Dynamic Programming vs Q-learning for Feedback Motion Planning of Manipulators


YILDIRAN U.

5th International Congress on Human-Computer Interaction, Optimization and Robotic Applications, HORA 2023, İstanbul, Turkey, 8 - 10 June 2023 identifier

  • Publication Type: Conference Paper / Full Text
  • Doi Number: 10.1109/hora58378.2023.10155782
  • City: İstanbul
  • Country: Turkey
  • Keywords: Dynamic Programming, Manipulators, Motion Planning, Q-Learning
  • Yıldız Technical University Affiliated: Yes

Abstract

Reinforcement Learning (RL) based methods have became popular for control and motion planning of robots, recently. Unlike sampling based motion planners, optimal policies computed by them provide feedback motion plans which eliminates the need for re-computing (optimal) trajectories when a robot starts from a different initial configuration each time. In related studies, an optimal policy (actor) and the associated value function (critic) are usually calculated preforming training in a simulation environment.
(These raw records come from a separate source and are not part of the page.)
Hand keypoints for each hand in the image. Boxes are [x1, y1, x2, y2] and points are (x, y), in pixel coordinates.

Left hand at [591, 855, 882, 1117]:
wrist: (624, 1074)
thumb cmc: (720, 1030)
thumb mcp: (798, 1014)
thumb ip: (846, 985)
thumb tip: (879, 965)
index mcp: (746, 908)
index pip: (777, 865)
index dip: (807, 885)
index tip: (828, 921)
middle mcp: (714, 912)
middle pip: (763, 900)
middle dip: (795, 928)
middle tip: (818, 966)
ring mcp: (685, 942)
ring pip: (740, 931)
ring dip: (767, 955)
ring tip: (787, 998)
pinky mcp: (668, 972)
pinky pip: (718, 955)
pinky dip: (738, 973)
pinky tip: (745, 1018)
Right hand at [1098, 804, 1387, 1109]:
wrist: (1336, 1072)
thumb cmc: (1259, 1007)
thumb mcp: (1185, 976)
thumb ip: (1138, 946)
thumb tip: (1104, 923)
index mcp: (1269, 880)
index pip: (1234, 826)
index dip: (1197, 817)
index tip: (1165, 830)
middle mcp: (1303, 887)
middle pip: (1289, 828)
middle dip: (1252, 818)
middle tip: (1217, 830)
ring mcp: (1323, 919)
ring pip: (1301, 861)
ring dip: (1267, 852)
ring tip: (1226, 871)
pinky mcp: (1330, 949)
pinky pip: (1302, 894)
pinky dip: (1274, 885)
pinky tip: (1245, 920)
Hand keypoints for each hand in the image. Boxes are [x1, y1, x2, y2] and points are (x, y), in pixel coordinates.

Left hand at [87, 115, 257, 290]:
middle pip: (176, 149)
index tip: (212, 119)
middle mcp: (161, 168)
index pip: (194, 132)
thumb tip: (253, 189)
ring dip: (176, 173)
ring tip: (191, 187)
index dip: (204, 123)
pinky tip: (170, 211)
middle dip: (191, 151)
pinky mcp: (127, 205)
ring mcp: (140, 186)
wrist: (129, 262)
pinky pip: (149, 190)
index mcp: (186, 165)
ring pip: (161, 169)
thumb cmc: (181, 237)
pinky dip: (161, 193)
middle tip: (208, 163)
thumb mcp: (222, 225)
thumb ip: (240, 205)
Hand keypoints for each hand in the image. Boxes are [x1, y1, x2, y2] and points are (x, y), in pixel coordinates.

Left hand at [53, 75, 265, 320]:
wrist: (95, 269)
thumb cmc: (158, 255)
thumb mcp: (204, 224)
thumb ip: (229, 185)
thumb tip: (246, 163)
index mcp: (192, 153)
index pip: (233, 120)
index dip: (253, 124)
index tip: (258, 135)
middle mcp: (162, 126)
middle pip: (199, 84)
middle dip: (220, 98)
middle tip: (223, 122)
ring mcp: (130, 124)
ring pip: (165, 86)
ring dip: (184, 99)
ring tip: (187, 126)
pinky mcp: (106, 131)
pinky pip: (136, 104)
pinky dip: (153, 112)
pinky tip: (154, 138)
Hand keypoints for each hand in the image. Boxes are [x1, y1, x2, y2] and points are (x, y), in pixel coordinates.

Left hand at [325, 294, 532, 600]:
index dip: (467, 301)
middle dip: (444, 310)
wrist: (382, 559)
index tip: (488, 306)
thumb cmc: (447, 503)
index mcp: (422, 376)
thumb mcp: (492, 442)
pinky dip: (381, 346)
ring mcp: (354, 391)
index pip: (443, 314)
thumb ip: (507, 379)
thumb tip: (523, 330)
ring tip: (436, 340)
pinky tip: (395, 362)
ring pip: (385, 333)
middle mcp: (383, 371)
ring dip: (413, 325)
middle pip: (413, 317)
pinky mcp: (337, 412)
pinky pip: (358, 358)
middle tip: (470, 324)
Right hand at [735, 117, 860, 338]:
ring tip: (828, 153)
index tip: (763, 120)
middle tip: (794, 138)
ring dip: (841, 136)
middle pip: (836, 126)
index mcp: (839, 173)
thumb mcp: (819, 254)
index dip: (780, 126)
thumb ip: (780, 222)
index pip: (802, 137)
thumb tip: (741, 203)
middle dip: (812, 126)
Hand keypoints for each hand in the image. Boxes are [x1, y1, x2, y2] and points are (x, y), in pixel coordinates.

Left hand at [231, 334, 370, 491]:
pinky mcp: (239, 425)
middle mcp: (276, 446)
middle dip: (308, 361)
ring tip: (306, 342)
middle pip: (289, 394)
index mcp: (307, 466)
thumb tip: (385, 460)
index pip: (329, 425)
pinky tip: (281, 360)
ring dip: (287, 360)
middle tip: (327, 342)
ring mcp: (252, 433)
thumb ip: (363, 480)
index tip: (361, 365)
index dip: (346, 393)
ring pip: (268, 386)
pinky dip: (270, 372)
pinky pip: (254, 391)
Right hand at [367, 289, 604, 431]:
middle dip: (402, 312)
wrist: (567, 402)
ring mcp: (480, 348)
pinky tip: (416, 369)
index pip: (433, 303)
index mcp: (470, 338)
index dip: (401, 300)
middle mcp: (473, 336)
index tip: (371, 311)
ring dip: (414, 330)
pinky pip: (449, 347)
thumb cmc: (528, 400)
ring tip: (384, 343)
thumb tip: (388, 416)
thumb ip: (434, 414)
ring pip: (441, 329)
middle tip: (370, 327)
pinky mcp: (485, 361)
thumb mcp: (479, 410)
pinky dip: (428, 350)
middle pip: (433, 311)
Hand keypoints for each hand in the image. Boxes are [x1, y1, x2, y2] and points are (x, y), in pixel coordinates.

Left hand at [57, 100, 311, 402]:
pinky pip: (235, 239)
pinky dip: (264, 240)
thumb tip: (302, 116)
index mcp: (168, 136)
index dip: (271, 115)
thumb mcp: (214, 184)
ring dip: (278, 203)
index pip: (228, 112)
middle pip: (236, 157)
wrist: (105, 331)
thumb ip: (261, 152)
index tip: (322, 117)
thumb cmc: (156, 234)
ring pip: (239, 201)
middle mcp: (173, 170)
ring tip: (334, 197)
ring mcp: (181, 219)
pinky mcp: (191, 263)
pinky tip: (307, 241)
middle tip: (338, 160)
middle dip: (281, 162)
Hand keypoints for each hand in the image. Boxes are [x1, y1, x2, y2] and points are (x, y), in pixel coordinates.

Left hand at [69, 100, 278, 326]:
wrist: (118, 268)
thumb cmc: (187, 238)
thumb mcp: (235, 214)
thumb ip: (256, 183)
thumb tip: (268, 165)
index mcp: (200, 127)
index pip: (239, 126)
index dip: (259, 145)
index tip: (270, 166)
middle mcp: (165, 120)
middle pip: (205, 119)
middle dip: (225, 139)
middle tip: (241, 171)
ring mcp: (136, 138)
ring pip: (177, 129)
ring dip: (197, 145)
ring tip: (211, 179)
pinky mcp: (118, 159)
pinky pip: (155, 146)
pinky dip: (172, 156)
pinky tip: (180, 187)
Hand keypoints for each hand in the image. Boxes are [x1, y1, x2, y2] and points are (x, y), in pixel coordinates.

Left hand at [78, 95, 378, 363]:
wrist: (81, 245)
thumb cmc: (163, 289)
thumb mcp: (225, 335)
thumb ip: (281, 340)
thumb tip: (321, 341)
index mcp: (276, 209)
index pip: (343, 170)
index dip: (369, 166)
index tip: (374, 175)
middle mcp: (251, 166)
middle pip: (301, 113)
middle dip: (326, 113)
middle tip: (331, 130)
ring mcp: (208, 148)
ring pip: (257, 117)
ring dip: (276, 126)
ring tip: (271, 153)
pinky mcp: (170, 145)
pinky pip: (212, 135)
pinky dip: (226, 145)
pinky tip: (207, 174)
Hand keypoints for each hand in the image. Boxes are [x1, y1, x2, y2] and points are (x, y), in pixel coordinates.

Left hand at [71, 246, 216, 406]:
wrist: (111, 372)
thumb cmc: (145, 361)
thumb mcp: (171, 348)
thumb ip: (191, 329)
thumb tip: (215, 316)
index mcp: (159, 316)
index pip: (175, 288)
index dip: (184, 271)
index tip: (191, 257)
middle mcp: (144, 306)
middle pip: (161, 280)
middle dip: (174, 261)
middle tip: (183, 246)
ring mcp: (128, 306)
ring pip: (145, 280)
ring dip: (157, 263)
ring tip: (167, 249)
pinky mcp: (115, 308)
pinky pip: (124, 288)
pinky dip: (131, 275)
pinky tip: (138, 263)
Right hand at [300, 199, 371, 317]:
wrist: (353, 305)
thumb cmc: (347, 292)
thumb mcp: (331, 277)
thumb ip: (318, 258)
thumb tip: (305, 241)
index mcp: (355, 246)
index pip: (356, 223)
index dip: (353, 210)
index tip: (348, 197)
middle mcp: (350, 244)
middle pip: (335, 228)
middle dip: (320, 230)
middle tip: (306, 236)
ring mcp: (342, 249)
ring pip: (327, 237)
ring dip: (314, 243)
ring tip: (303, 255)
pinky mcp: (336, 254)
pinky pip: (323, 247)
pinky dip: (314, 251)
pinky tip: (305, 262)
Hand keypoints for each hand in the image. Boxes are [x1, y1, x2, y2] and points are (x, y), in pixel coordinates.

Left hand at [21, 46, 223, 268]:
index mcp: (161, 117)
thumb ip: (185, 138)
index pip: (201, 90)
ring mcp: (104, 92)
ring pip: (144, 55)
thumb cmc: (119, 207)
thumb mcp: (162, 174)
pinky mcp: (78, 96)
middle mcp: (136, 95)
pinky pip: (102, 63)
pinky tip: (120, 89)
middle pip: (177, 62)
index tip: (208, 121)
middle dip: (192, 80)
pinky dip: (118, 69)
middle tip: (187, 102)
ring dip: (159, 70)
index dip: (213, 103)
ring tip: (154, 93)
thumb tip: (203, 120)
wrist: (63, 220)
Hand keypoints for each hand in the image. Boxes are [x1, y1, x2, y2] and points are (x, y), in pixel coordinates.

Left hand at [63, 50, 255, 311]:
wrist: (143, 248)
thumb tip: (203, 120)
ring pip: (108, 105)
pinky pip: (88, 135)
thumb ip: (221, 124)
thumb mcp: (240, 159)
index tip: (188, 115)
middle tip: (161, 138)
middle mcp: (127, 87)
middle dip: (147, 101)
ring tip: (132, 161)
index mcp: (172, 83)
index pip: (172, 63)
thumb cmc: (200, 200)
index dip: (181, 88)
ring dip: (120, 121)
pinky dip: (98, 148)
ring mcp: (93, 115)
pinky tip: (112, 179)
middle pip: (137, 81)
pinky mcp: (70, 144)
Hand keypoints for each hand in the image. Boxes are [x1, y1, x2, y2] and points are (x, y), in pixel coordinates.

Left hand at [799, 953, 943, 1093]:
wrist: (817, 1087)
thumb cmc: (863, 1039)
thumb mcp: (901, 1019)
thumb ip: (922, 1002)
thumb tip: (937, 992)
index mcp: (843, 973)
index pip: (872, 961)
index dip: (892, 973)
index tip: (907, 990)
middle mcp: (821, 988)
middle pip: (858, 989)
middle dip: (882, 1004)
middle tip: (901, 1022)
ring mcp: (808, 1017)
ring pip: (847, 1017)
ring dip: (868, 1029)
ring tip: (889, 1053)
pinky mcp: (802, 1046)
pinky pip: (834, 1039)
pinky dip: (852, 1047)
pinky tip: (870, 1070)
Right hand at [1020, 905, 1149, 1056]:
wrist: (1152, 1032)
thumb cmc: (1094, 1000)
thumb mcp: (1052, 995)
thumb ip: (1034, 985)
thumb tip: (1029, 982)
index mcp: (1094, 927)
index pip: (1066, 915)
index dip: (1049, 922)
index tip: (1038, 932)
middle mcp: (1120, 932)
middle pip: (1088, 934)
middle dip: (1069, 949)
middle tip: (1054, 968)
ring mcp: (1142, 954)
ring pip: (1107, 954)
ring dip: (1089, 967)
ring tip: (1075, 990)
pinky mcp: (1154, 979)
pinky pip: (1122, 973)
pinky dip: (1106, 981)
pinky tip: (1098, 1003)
During training, RL allows learning by interactions with the environment in a physically realistic manner. However, in a simulation system, it is possible to make physically unimplementable moves. Thus, instead of RL, one can make use of Dynamic Programming approaches such as Value Iteration for computing optimal policies, which does not require an exploration component and known to have better convergence properties. In addition, dimension of a value function is smaller than that of a Q-fuction, thereby lessening the severity of the curse of dimensionality. Motivated by these facts, the aim of this paper is to employ Value Iteration algorithm for motion planning of robot manipulators and elaborate its effectiveness compared to a popular RL method, Q-learning.